## THE PROBLEM
Each line that holds the string "wrist" counts once. Say how many such lines the entries have, giving the number only.
GIVEN DATA START
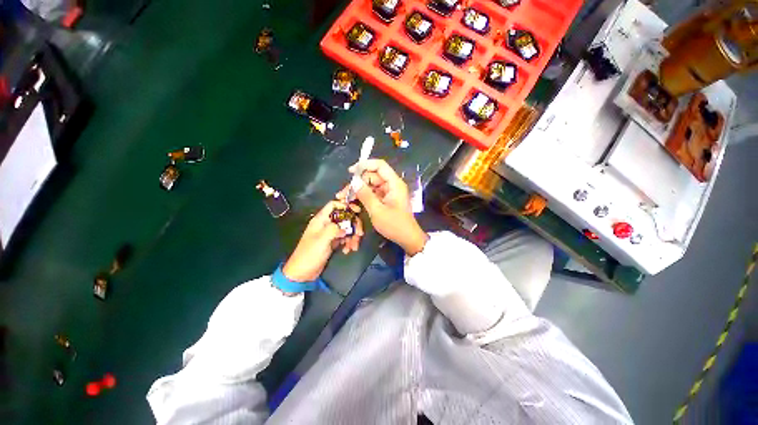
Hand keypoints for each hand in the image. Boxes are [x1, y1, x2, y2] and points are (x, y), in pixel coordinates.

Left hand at [282, 201, 362, 282]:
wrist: (303, 272)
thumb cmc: (310, 254)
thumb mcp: (322, 240)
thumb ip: (334, 229)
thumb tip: (346, 228)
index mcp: (321, 220)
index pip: (333, 205)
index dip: (345, 205)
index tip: (356, 211)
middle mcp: (326, 224)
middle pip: (344, 217)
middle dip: (353, 225)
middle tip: (359, 234)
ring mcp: (330, 233)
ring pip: (346, 228)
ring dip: (352, 236)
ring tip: (354, 246)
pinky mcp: (333, 242)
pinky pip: (344, 238)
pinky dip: (348, 242)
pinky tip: (348, 250)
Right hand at [338, 159, 427, 255]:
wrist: (407, 238)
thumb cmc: (394, 225)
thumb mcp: (377, 210)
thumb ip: (365, 195)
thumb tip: (354, 181)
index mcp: (394, 184)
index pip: (380, 166)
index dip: (365, 165)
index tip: (350, 172)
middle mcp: (392, 185)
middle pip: (373, 176)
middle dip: (357, 182)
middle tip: (343, 193)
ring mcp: (389, 192)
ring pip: (371, 185)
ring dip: (358, 190)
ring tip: (344, 198)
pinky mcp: (386, 200)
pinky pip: (373, 193)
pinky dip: (363, 196)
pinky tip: (353, 202)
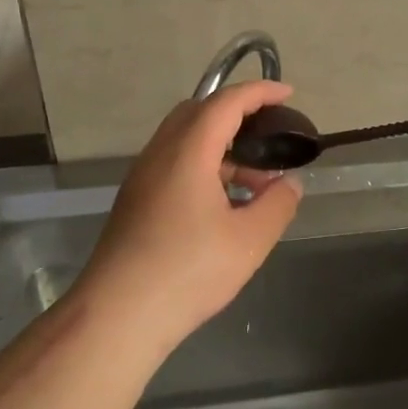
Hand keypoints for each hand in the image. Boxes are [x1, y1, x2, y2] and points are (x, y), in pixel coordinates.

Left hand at [72, 80, 304, 356]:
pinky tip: (224, 203)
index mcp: (188, 151)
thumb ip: (277, 204)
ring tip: (256, 180)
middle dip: (238, 113)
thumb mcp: (249, 240)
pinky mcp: (135, 200)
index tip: (288, 93)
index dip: (259, 92)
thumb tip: (291, 183)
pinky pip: (174, 162)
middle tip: (270, 133)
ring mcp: (143, 176)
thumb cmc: (187, 272)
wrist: (117, 315)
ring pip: (185, 139)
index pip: (226, 102)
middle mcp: (160, 153)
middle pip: (200, 112)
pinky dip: (204, 164)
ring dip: (222, 144)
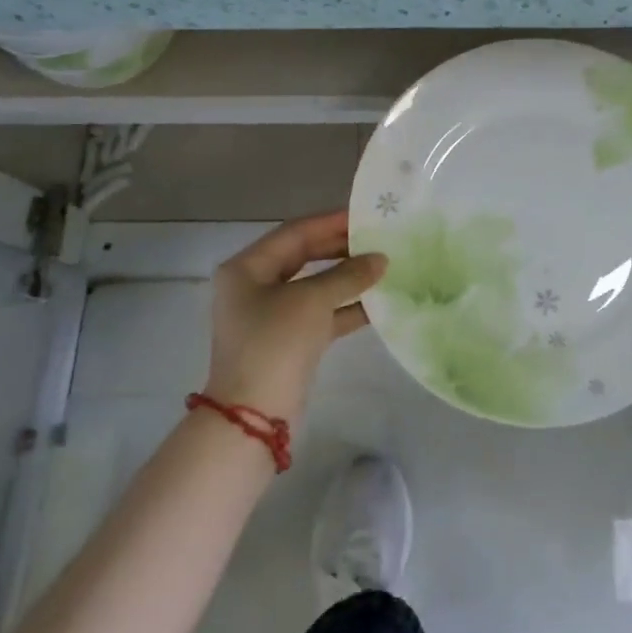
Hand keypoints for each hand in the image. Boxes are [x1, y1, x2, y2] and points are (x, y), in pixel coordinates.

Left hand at [204, 211, 386, 423]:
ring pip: (315, 286)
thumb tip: (381, 259)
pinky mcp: (288, 341)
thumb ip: (348, 274)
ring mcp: (271, 316)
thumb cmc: (275, 343)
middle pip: (304, 257)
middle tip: (378, 239)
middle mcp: (255, 287)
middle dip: (342, 249)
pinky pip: (321, 314)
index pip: (295, 233)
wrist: (253, 417)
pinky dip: (346, 307)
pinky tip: (378, 302)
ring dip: (348, 277)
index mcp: (247, 268)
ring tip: (384, 266)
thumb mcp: (312, 300)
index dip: (331, 222)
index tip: (366, 216)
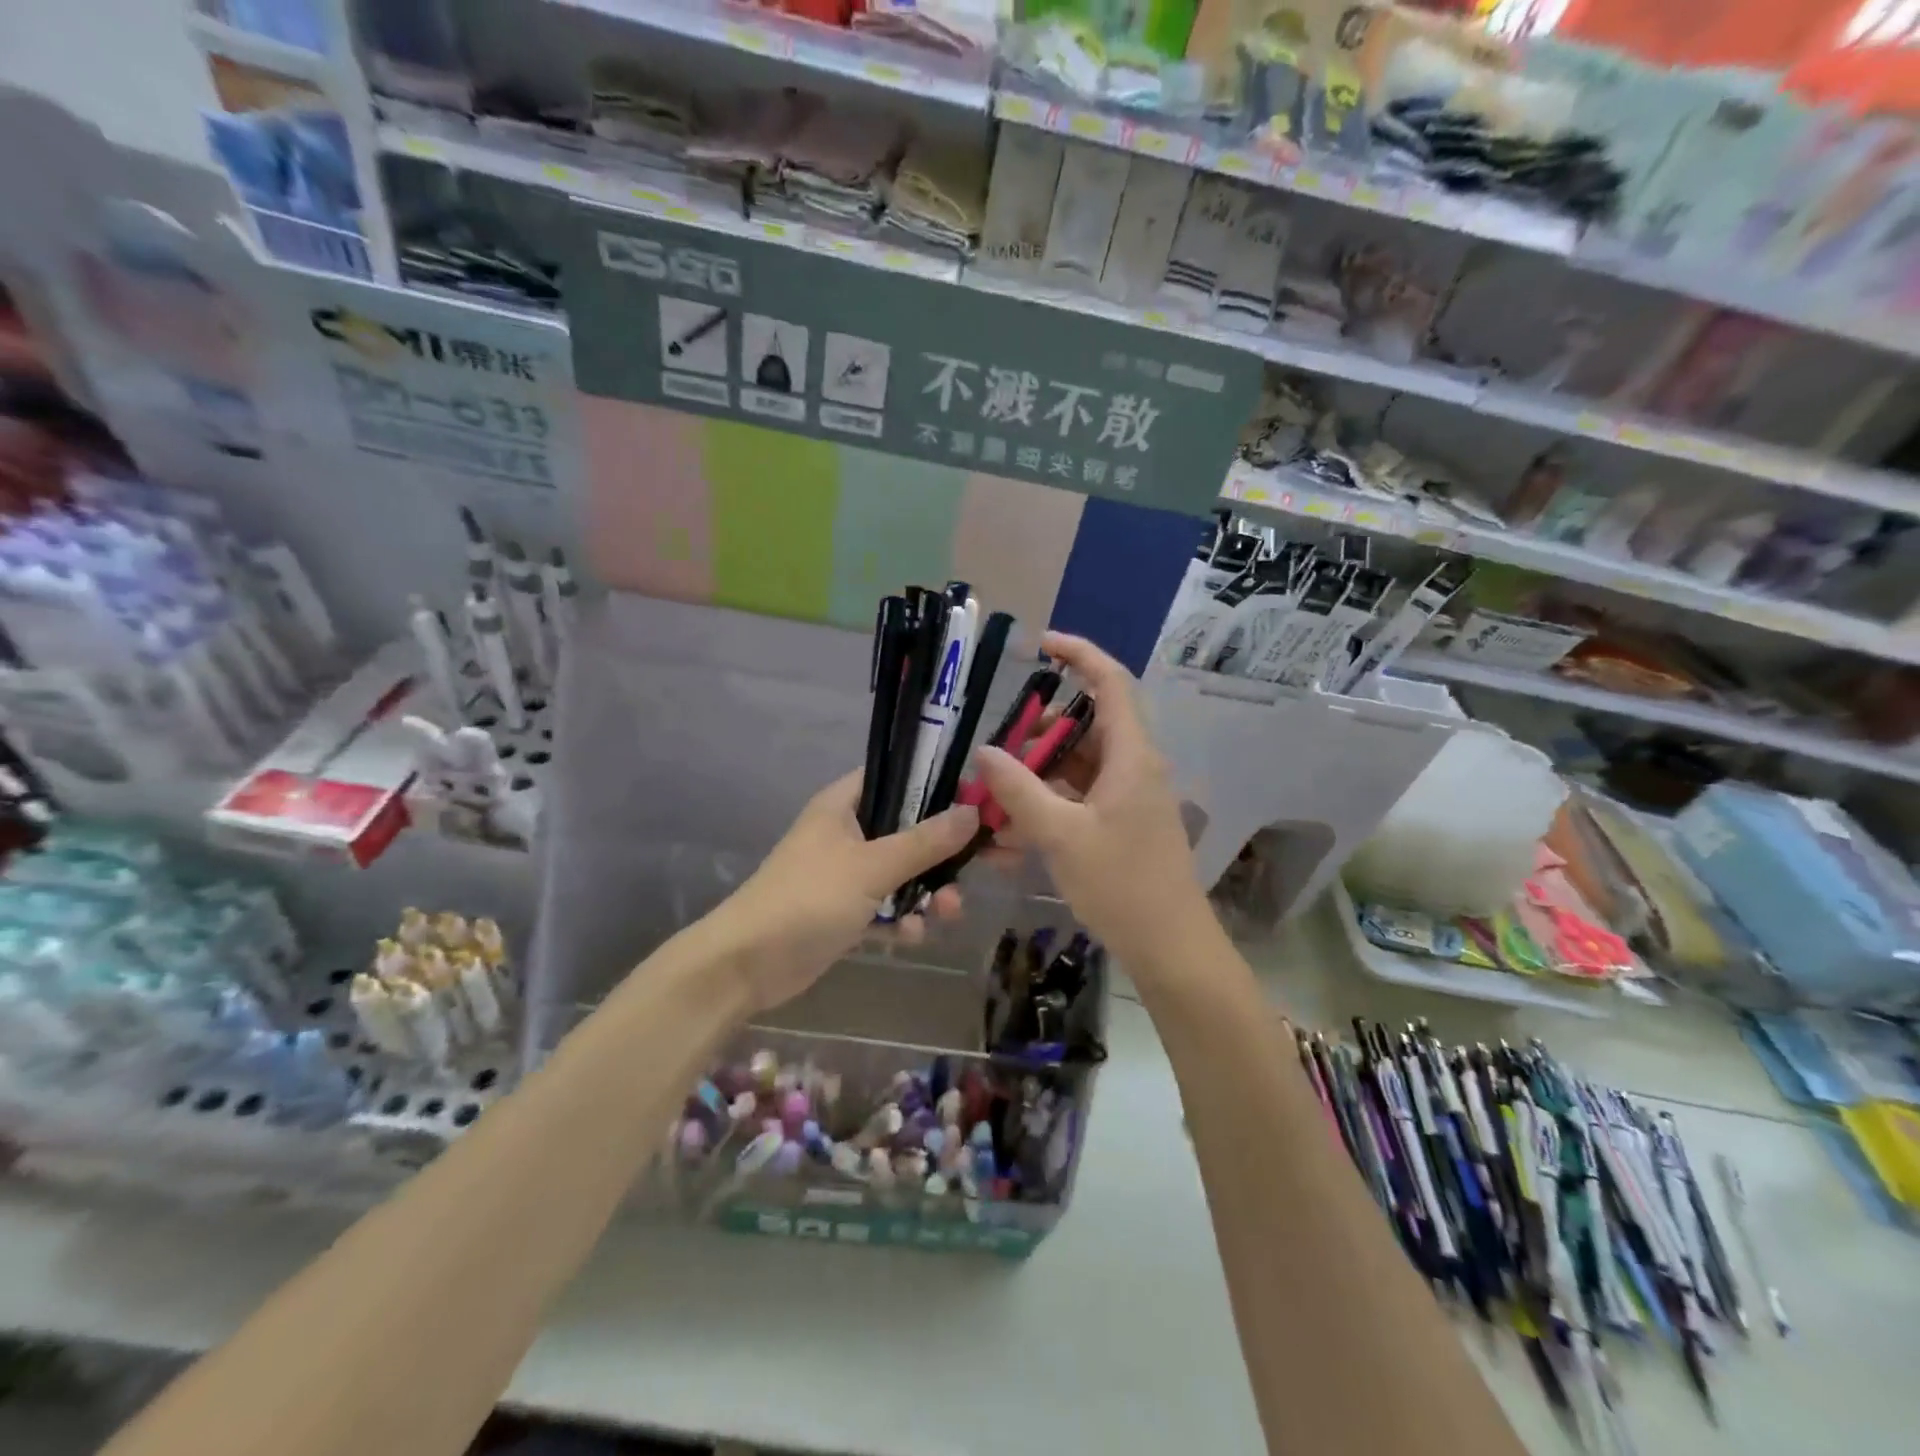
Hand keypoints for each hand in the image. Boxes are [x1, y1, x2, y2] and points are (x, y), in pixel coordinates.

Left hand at [718, 771, 974, 1014]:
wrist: (747, 965)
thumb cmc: (808, 899)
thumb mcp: (871, 867)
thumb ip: (924, 841)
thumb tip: (973, 811)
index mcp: (844, 805)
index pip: (896, 778)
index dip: (935, 787)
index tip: (974, 803)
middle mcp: (847, 833)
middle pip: (907, 831)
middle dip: (939, 856)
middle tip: (967, 873)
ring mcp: (846, 874)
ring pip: (902, 874)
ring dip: (927, 893)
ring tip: (946, 914)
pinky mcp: (846, 912)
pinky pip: (886, 907)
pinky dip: (902, 920)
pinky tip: (911, 937)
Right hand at [974, 632, 1215, 977]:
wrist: (1169, 947)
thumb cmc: (1122, 884)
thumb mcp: (1062, 836)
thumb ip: (1019, 791)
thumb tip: (984, 752)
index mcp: (1132, 756)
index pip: (1111, 683)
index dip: (1080, 655)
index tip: (1042, 645)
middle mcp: (1134, 767)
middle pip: (1085, 728)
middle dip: (1038, 735)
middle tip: (999, 752)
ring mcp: (1128, 798)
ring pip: (1076, 769)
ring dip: (1035, 781)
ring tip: (993, 805)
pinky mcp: (1120, 825)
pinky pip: (1078, 802)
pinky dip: (1046, 810)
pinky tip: (1010, 840)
GIVEN DATA END
## WRITTEN SOLUTION
6